医師がパワハラの加害者にならないために

医師がパワハラの加害者にならないために

2017年に全国医師ユニオンが実施した調査によると、パワーハラスメント(パワハラ)を受けたことがある医師は約3人に1人。セクシャルハラスメント(セクハラ)を受けたことがある女性医師は4人に1人という結果になりました。

これだけ多くの人がパワハラやセクハラに悩まされている背景には、医師の世界に存在する師弟的な関係性があります。今回は、医師がパワハラの加害者にならないために留意すべき点をまとめてみます。

加害者になった場合には大きな代償が……

2020年6月に「ハラスメント規制法」が施行され、大規模病院を含む大企業では雇用管理上のパワハラ防止措置を講じることが義務付けられました。

その背景には、ハラスメント被害の深刻化があります。全国の労働局などに寄せられた相談のうち「いじめ・嫌がらせ」は令和元年度に過去最高に達しています。

ハラスメントは、被害者はもちろん勤務先の病院にも打撃を与えてしまいます。加害者になってしまった場合には、懲戒処分のほか民事上の損害賠償責任や刑事罰に問われる可能性もあるなど、大きな代償を払うことになります。

何気ない行動や言動が「パワハラ」と受け取られることも

今回の法施行にあたり、厚生労働省が示した定義では、①優越的な関係に基づいて行われること②業務の適正な範囲を超えて行われること③労働者の就業環境を害すること―の3要素がパワハラの要件とされています。

医療機関には医師を頂点とした職種間のヒエラルキーが存在していることから、何気ない行動が上記の要件に該当してしまうことがあるかも知れません。つまり、医師はパワハラの加害者になるリスクが高い立場にあると言えます。

「何を伝えるか」よりも「どう伝わったか」

パワハラ対策が強化されることで、「職員に業務を指示しにくい」「部下への指導が難しい」と感じる医師もいるかも知れません。そのような場合、何を意識すれば加害者にならずに済むのでしょうか。

まず念頭に置きたいことは、加害者と被害者では言動一つ取っても捉え方が異なるということです。

パワハラの加害者が「嫌がらせではなく指導」のつもりで取った行動や言動を、被害者側はパワハラと受け取るかも知れません。そのような互いのギャップを認識することが、パワハラ回避の第一歩になります。

また、疲れているときに思わずついてしまうため息や舌打ち、挨拶を返さないことなども、場合によってはパワハラと受け取られてしまうため注意が必要です。

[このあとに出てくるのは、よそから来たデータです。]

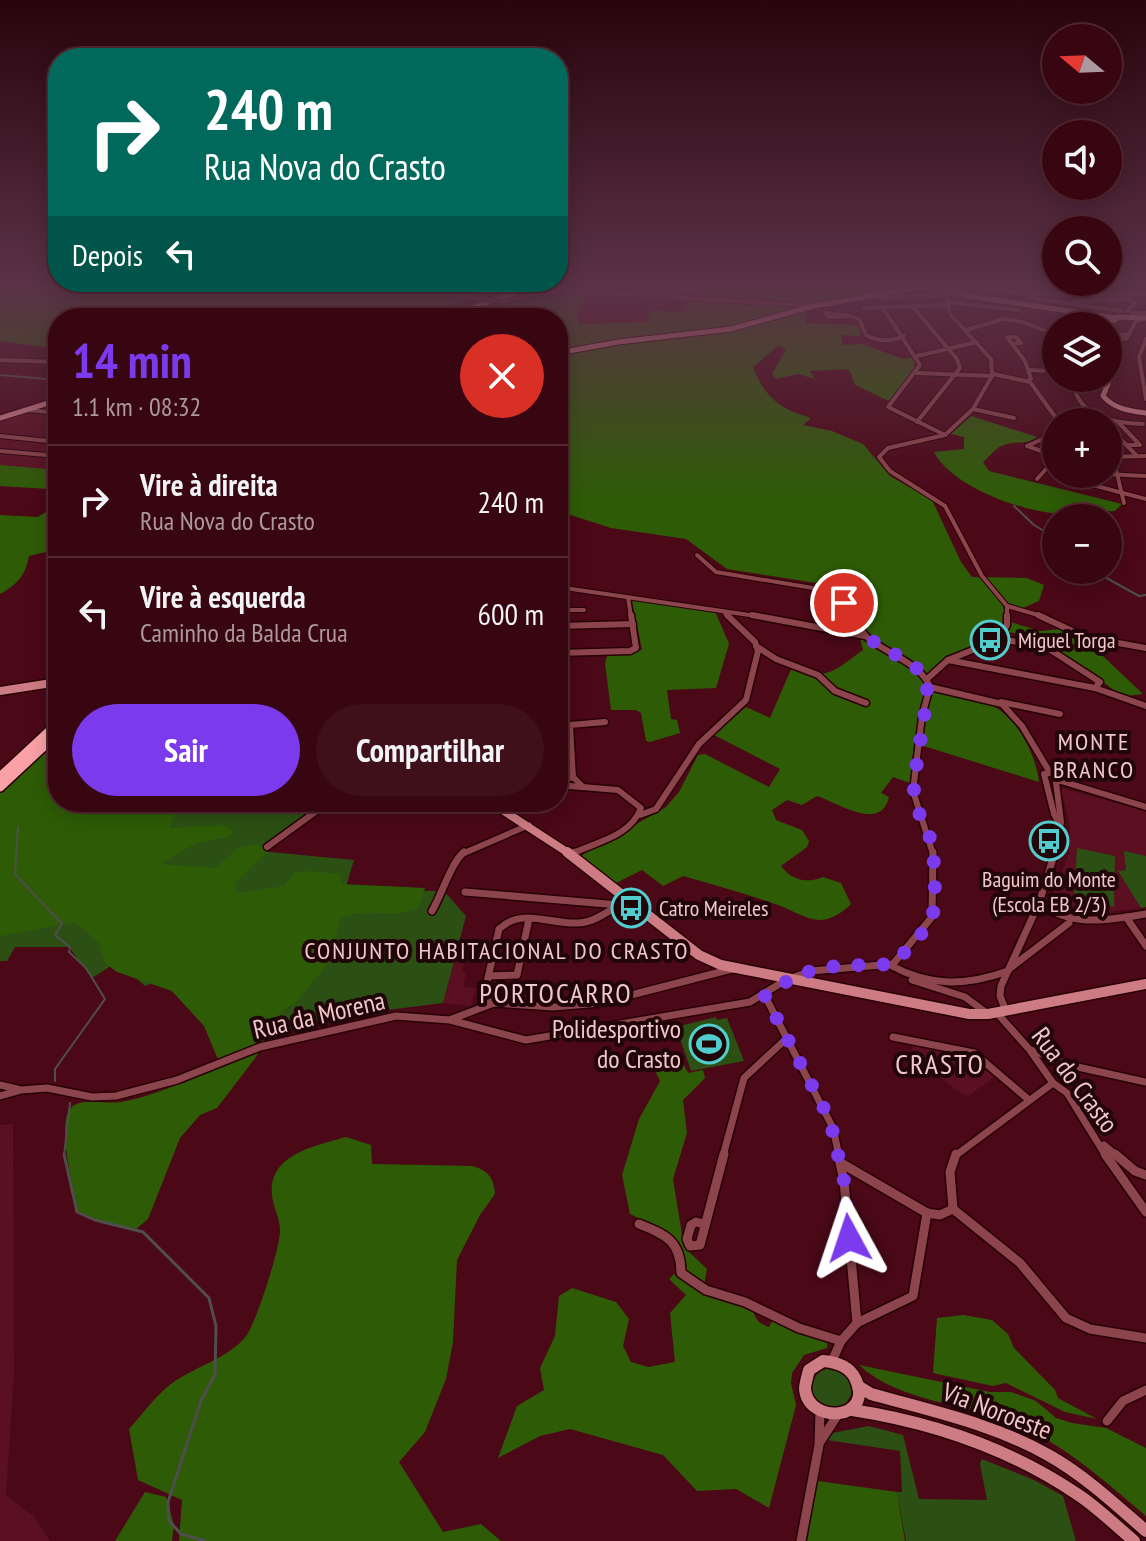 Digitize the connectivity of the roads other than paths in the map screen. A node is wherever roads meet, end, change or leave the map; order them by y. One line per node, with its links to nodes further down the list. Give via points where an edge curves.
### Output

つまり「何を伝えるか」ではなく、「どう伝わったのか」を意識することが重要と言えます。その上で、丁寧なコミュニケーションに努めることが、パワハラ加害者になるリスクを軽減することにつながるでしょう。

DOCTOR’S VOICE

当サイトの掲示板でも、指導医として長年勤務してきた医師の方からの「ここ数年、少し強く注意すると、パワハラだと指摘されるようになってきました。今までのやり方にケチをつけられているようで、息苦しさを感じております。」との相談がありました。投稿に対し、いくつかのコメントが寄せられましたので紹介します。

はじめまして。わたしは指導医として、長年医療の現場に携わってきました。しかし、ここ数年、少し強く注意すると、パワハラだと指摘されるようになってきました。今までのやり方にケチをつけられているようで、息苦しさを感じております。みなさんは若い医師に対してどのように接しているでしょうか?

 

  • 匿名希望

    20代研修医です。投稿者様が息苦しさを感じるように、指導される側もきつい叱責に息苦しさを感じてしまいます。我々が未熟なのはわかりますが、柔軟な対応をしていただきたいと思います。

  • とある指導医

    横から失礼します。投稿者様と同じく指導医をしているものです。指導医という立場の難しさは自分も日頃から感じておりますが、投稿者様の指導がパワハラだと指摘されるのであれば、指導内容とは別の部分で厳しくしすぎているのではないでしょうか? 口調や、言葉遣いなど、今一度ご自分の指導内容を省みてはいかがでしょう?
    長文失礼いたしました。

 

同じような悩みを抱えている方、誰に相談していいか分からないという方は、当掲示板をぜひ活用してみてください。

パワハラの加害者になってしまうことを防ぐためには、どのような行動や言動がパワハラ認定されるのかを理解した上で、日々の言動を見直し、部下や関係者と丁寧なコミュニケーションを取ることが重要です。

部下と良好な関係を築き、誰もが働きやすいような職場環境を作ることは、患者に提供する医療の質向上にもつながるでしょう。